• Your task:
Below are records; work out how many of their lines contain "Terusan" and give only that number.

• Information shown:
================
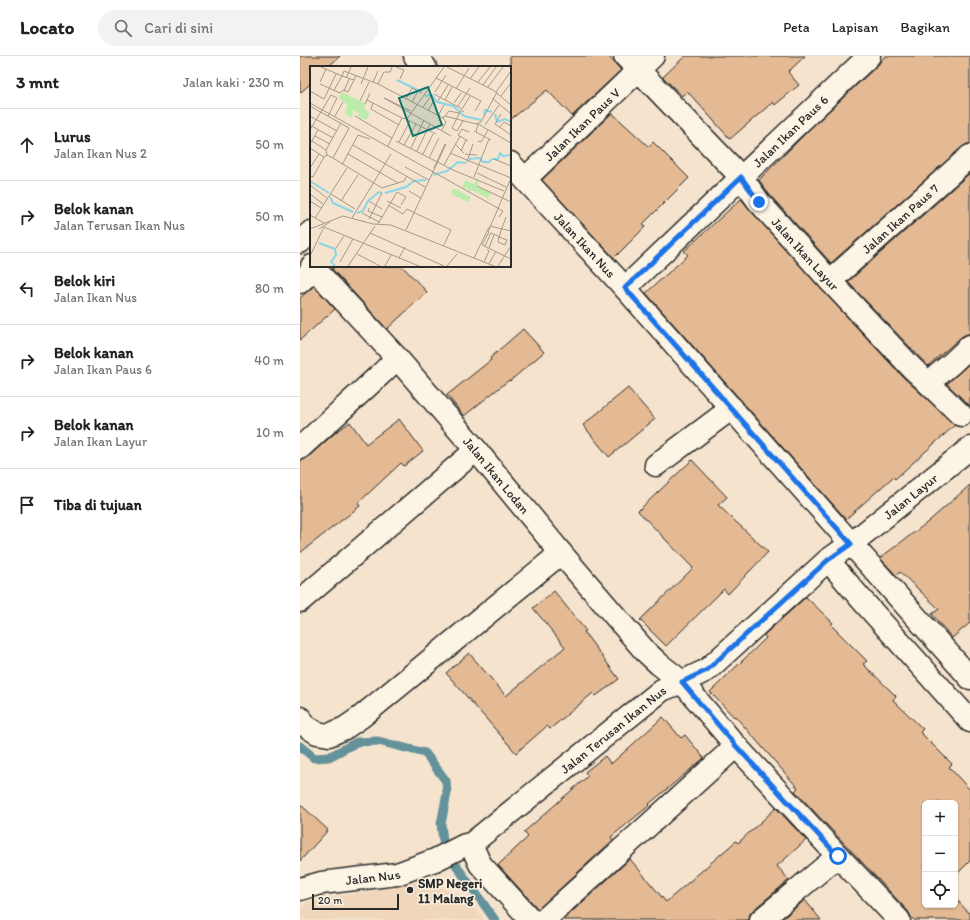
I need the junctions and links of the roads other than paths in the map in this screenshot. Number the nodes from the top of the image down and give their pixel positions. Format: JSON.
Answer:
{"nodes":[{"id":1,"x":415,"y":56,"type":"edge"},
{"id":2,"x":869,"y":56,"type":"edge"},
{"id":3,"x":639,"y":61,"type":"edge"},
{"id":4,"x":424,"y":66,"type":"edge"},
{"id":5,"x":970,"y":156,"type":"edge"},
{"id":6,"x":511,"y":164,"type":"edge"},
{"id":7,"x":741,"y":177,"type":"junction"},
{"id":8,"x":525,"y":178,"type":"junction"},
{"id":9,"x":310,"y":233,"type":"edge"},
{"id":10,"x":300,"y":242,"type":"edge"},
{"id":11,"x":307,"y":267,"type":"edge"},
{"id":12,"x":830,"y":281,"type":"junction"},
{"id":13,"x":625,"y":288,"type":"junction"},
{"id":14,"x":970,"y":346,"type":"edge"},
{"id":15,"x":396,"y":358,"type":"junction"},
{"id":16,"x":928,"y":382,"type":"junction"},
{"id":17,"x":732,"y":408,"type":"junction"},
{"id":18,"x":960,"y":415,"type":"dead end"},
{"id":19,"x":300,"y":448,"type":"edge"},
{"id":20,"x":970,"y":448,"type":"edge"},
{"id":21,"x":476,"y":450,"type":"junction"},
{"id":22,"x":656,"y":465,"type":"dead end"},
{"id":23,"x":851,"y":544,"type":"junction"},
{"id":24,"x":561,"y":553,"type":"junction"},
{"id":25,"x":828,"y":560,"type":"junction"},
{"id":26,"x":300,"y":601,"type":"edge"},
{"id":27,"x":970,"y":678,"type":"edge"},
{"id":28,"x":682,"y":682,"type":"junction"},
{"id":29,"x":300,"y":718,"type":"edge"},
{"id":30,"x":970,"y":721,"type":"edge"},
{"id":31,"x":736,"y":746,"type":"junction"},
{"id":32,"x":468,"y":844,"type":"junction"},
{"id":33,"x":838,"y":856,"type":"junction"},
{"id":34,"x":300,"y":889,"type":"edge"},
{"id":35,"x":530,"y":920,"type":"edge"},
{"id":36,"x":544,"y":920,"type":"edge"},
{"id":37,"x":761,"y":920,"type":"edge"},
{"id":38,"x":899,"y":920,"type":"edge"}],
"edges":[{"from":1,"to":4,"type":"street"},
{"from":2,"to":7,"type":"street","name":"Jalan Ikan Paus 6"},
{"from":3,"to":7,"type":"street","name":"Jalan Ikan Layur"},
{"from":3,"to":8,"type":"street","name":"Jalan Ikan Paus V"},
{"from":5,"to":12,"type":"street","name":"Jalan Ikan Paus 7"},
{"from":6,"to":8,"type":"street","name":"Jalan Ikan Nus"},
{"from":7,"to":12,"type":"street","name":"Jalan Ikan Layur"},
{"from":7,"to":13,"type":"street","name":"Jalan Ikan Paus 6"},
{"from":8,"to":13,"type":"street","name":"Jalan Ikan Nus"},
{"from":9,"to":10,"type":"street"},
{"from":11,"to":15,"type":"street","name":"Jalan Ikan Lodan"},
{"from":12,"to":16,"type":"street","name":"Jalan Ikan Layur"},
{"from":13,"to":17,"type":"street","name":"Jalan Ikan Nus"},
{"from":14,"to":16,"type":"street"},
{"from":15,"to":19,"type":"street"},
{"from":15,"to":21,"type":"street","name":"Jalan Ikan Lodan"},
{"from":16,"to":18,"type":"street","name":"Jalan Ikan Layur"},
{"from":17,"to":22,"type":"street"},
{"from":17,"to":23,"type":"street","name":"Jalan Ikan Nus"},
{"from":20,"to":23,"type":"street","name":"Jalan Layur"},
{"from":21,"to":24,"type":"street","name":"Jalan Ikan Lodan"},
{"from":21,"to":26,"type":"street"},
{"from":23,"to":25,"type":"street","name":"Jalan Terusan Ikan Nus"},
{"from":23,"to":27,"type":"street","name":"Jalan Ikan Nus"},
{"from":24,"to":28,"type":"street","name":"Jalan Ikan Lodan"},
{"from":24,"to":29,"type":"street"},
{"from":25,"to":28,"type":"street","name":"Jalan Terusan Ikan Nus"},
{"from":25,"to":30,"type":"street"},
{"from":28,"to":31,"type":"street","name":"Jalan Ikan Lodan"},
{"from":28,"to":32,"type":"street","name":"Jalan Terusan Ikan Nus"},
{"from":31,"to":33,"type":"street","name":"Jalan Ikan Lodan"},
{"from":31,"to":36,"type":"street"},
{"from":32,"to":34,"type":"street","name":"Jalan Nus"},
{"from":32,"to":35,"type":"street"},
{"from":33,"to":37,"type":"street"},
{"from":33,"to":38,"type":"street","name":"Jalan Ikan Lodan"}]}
================
• Your response:
3